Ron didn’t have long to wait for an answer. Suddenly, a light went on in a room above the stairs. Ron pressed himself into the shadows and waited. There was no sound, except for a tiny voice going hrrr!
It was a hrrr of surprise, strong enough to draw Ron out of hiding. He crept up to the room and peered inside. Lumme lawks! It was FULL of teddies.
They were in heaps and bundles, and bundles upon heaps. All shapes. All sizes. Mostly brown. Mostly old.
A tingle of excitement rushed through Ron’s bones. All his years of searching, all his years of loss, were about to end. Humphrey had to be here. He could almost sense the old bear’s sorrowful growling, the way he always did if you tipped him up.
But then Ron took a nervous gulp. For there were so many bears cast about this room, so many Humphrey look-alikes, that it might take an hour or two to find his bear among them. And robbers rarely had an hour or two. Smash, grab, go. That was how it was. Get in fast. Get out even faster. But not in this case. Time must be taken. Humphrey must be found. So Ron put aside his canvas bag and began to sift the teddies. He’d been at it for only seconds when he heard a footfall by the door.
He turned in shock, with an armful of bears.
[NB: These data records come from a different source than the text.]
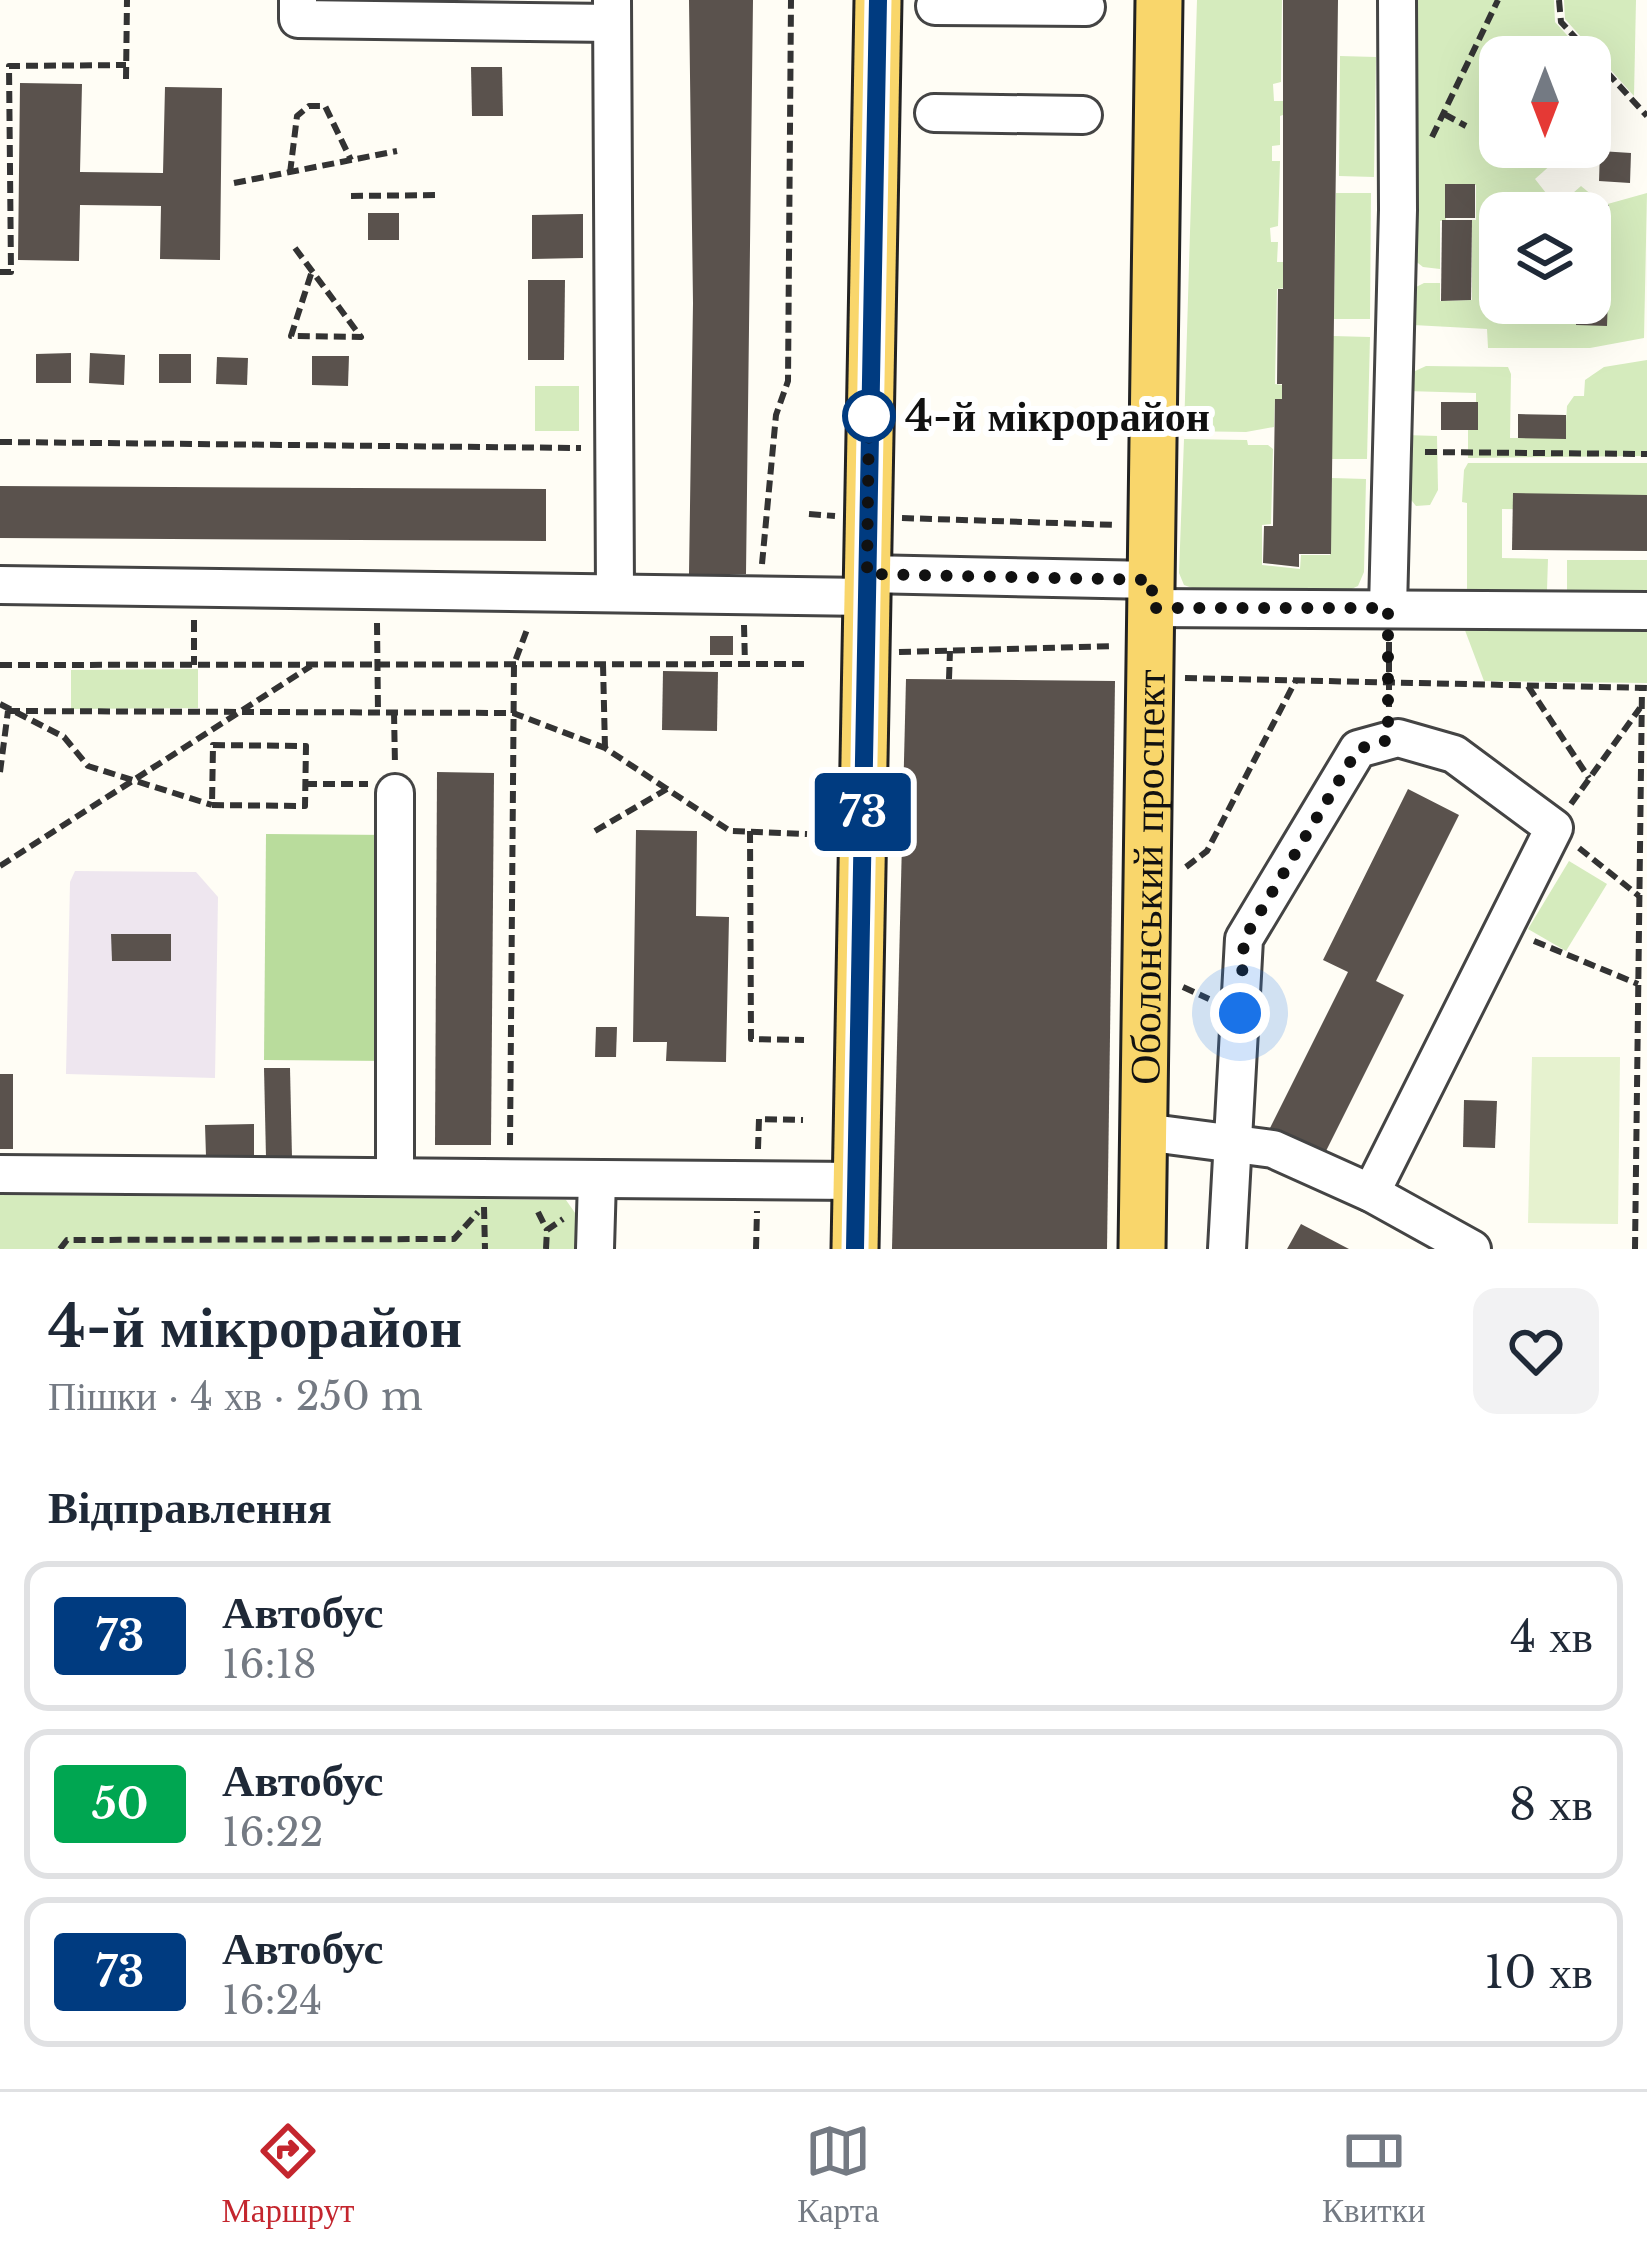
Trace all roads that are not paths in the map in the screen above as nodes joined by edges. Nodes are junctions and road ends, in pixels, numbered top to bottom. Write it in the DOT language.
graph roads {
  1 [pos="298,0"];
  2 [pos="878,0"];
  3 [pos="1159,0"];
  4 [pos="1397,0"];
  5 [pos="935,6"];
  6 [pos="1086,7"];
  7 [pos="612,11"];
  8 [pos="934,113"];
  9 [pos="1083,115"];
  10 [pos="0,585"];
  11 [pos="867,586"];
  12 [pos="615,592"];
  13 [pos="1152,594"];
  14 [pos="1388,608"];
  15 [pos="1647,611"];
  16 [pos="395,789"];
  17 [pos="1144,1132"];
  18 [pos="1232,1144"];
  19 [pos="0,1174"];
  20 [pos="395,1177"];
  21 [pos="597,1179"];
  22 [pos="856,1181"];
  23 [pos="1371,1193"];
  24 [pos="595,1249"];
  25 [pos="855,1249"];
  26 [pos="1142,1249"];
  27 [pos="1227,1249"];
  28 [pos="1472,1249"];
  1 -- 7 [label="lane"];
  2 -- 11 [label="main road"];
  3 -- 13 [label="main road, Оболонський проспект"];
  4 -- 14 [label="lane"];
  5 -- 6 [label="lane"];
  7 -- 12 [label="lane"];
  8 -- 9 [label="lane"];
  10 -- 12 [label="lane"];
  11 -- 12 [label="lane"];
  11 -- 13 [label="lane"];
  11 -- 22 [label="main road"];
  13 -- 14 [label="lane"];
  13 -- 17 [label="main road, Оболонський проспект"];
  14 -- 15 [label="lane"];
  16 -- 20 [label="lane"];
  17 -- 18 [label="lane"];
  17 -- 26 [label="main road, Оболонський проспект"];
  18 -- 23 [label="lane"];
  18 -- 23 [label="lane"];
  18 -- 27 [label="lane"];
  19 -- 20 [label="lane"];
  20 -- 21 [label="lane"];
  21 -- 22 [label="lane"];
  21 -- 24 [label="lane"];
  22 -- 25 [label="main road"];
  23 -- 28 [label="lane"];
}
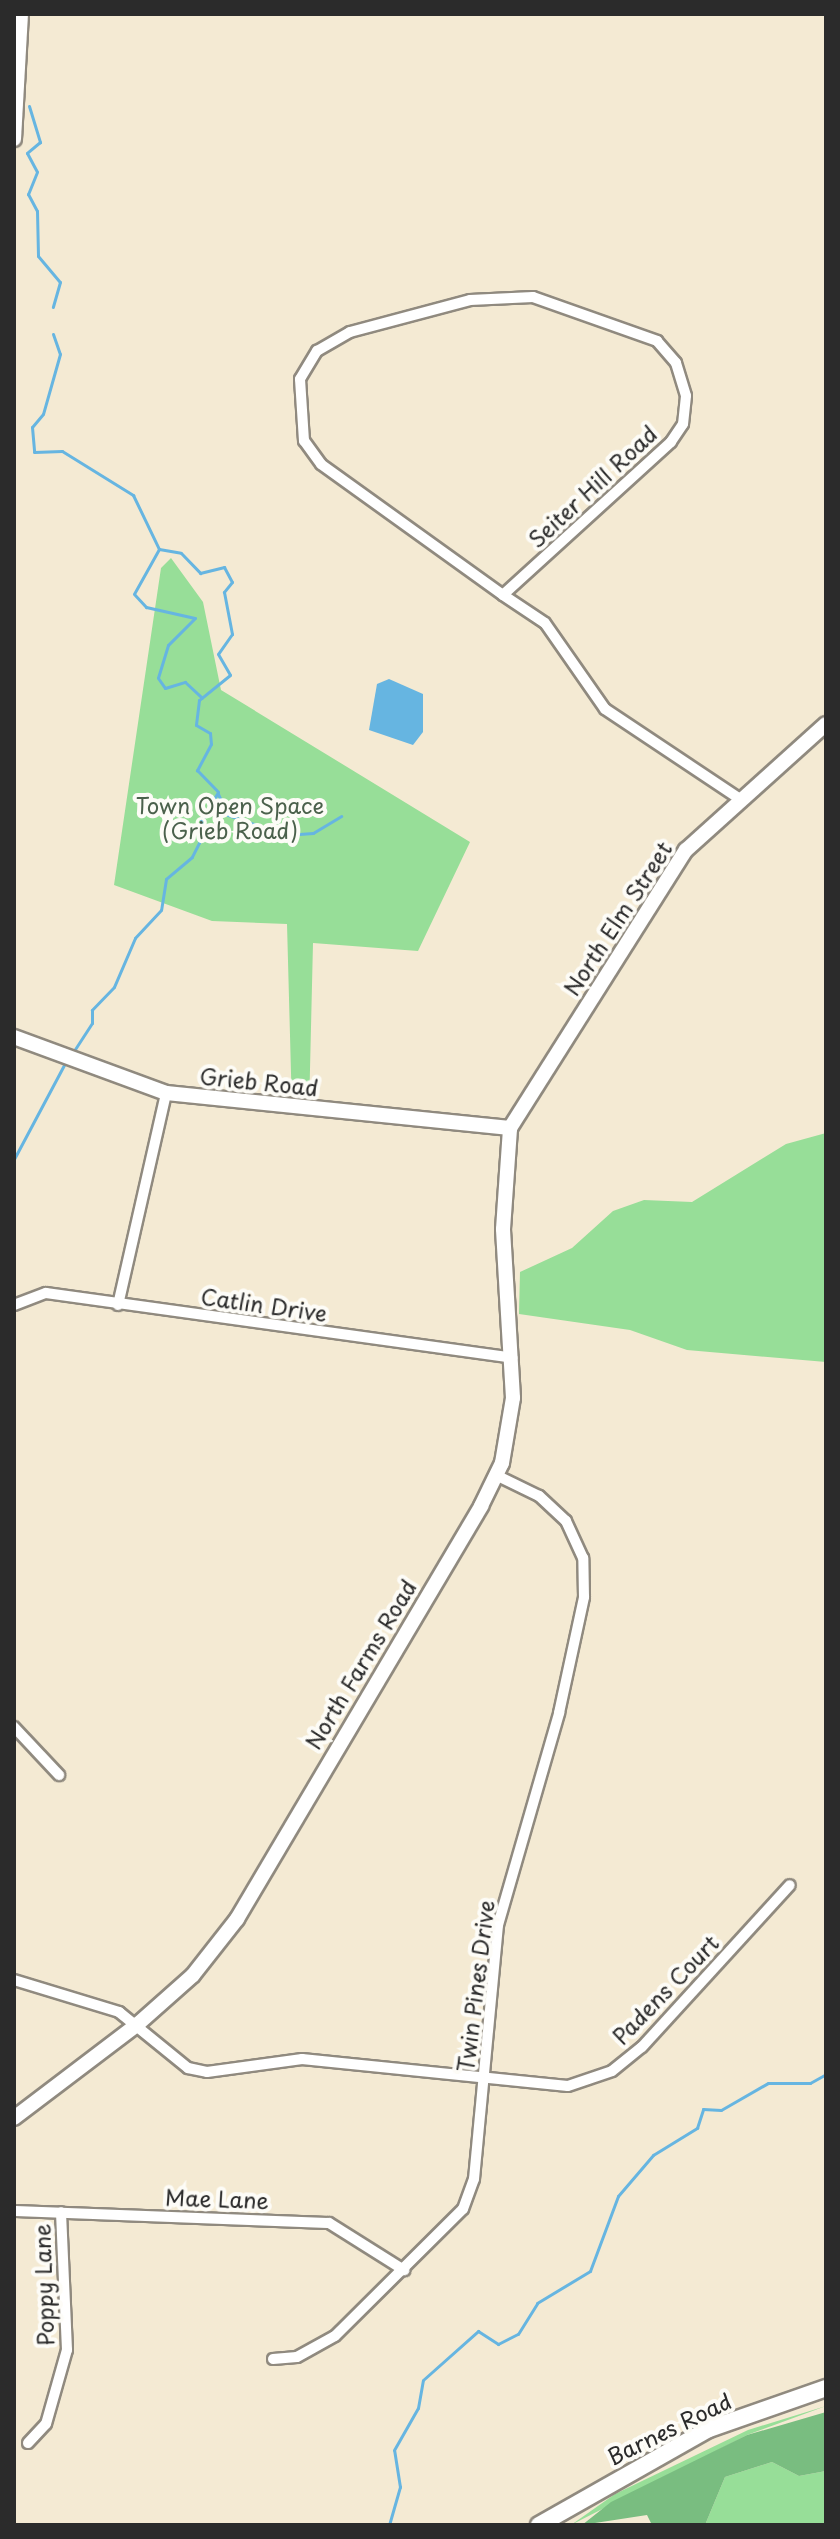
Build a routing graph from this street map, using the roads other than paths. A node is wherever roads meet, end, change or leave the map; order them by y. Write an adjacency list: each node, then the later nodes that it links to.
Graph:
1 (21, 14): 2 (main road)
2 (14, 139)
3 (503, 595): 3 (street, Seiter Hill Road); 5 (street, Seiter Hill Road)
4 (826, 724): 5 (main road, North Elm Street)
5 (737, 797): 8 (main road, North Elm Street)
6 (14, 1037): 7 (main road, Grieb Road)
7 (166, 1093): 8 (main road, Grieb Road); 10 (street)
8 (510, 1128): 11 (main road, North Farms Road)
9 (14, 1305): 10 (street, Catlin Drive)
10 (118, 1305): 11 (street, Catlin Drive)
11 (512, 1358): 12 (main road, North Farms Road)
12 (496, 1475): 17 (main road, North Farms Road); 18 (street, Twin Pines Drive)
13 (14, 1727): 14 (street)
14 (59, 1775)
15 (790, 1885): 18 (street, Padens Court)
16 (14, 1980): 17 (street)
17 (139, 2023): 18 (street, Padens Court); 19 (main road, North Farms Road)
18 (484, 2076): 22 (street, Twin Pines Drive)
19 (14, 2118)
20 (14, 2211): 21 (street, Mae Lane)
21 (61, 2212): 22 (street, Mae Lane); 25 (street, Poppy Lane)
22 (404, 2270): 23 (street, Twin Pines Drive)
23 (273, 2359)
24 (826, 2388): 26 (main road, Barnes Road)
25 (28, 2443)
26 (539, 2525)

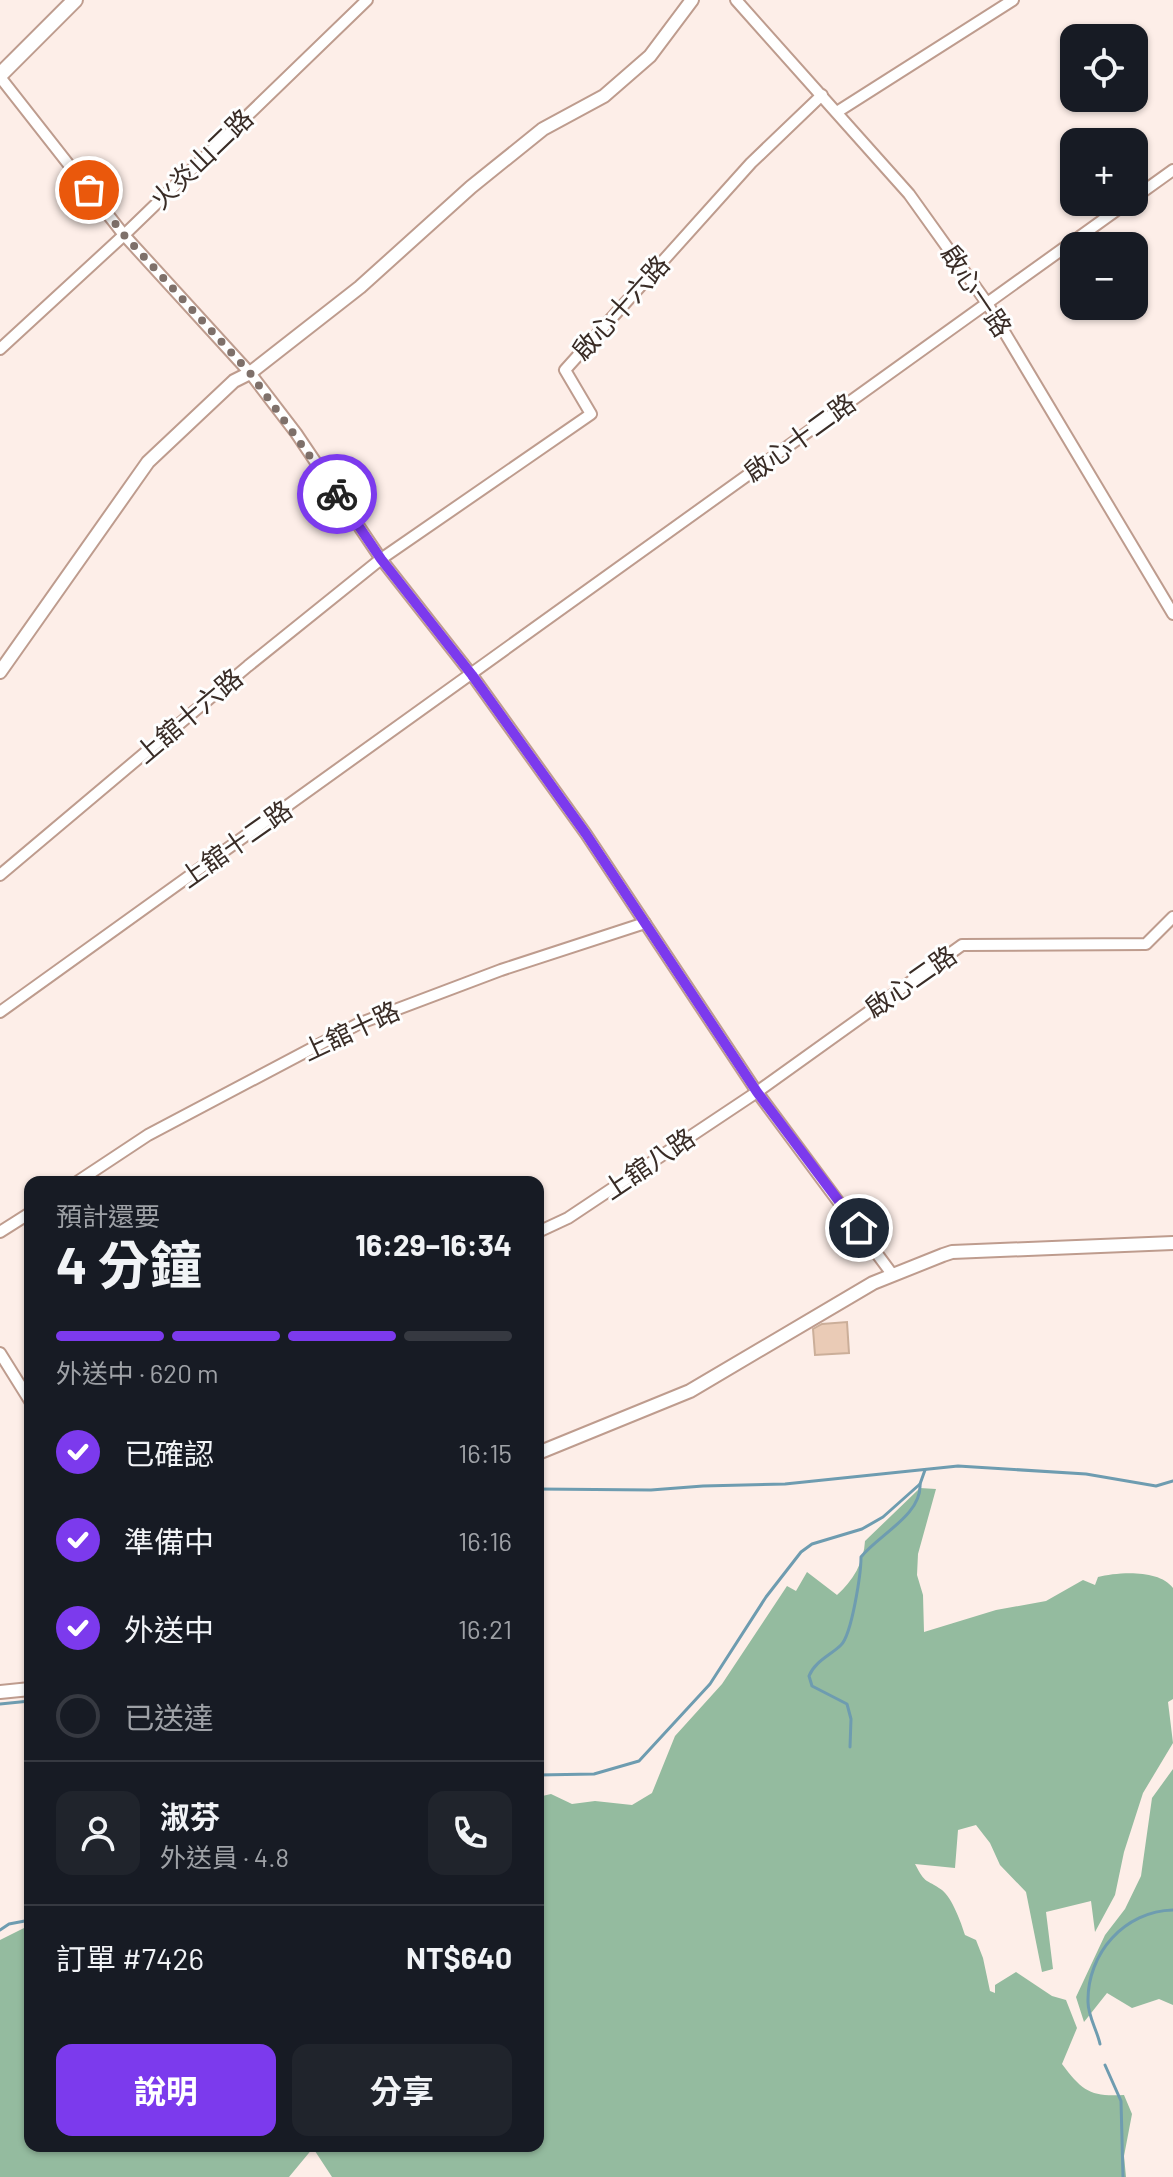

There was Douglas Crumbe, smoking a cigar.
“Well, well,” said Crumbe. “What have we here?”
“I don’t want no trouble,” said Ron.
“It’s a little bit late for that,” said Crumbe. He gave a sickly, short-lived smile. “I won’t ask how you broke through my considerable security; you’re obviously a very talented crook. But I am intrigued to know what you want with my bears.”
“You stole one!” cried Ron. “From me, from my bed, when I was just a nipper! He’s called Humphrey!”
Mr Douglas Crumbe coughed with smoke and laughter. “Forgive me, but you are…sixty, perhaps? And I am in the peak of life, as you can see. I would not have been born when you were a boy.”
“Then your father,” said Ron.
“Or someone you knew. Where did you get these handsome bears?”
“Handsome?” Douglas Crumbe stroked his moustache. “I assure you, sir, there are few things in life more handsome than me!” His face disappeared behind a cloud of bluish smoke. By the time it was visible again, there was a glint of wickedness in his eyes. “Where I got them from is no business of yours. However, you’re welcome to take any you choose.”
“Really?” said Ron, slightly taken aback. Why would this schmoozy rogue say that?
“Be my guest,” said Crumbe. “You’ll be doing me a favour. When the police arrive to investigate the fire, I will describe you to them. They will, of course, believe me when I say you caused the blaze.”
“Fire?” asked Ron with a gulp.
Douglas Crumbe showed his teeth. “These ridiculous bags of fluff and wool that my sentimental father left me in his will are an embarrassment. It would take far too long to sell them. I really can’t be bothered. I need money fast. My biscuit empire is crumbling. So I’m going to burn down this house and claim the insurance. These teddies will make perfect kindling, don’t you think? Best of all, by turning them to ash I can claim their worth too. It’s the perfect crime. Goodbye, robber. Goodbye, bears.” He lifted the lit cigar into the air.
“No!” cried Ron.
But Douglas Crumbe merely smiled and flicked his cigar towards the bears.
The situation looked hopeless. But suddenly, there was a flash of movement and the cigar was caught in mid-air – by a dragon!
“What the blazes?” cried Crumbe, even though there were no blazes. For Grabber had not only caught the cigar, he had swallowed the heat of the thing and doused it. He spat the foul-tasting stick onto the floor.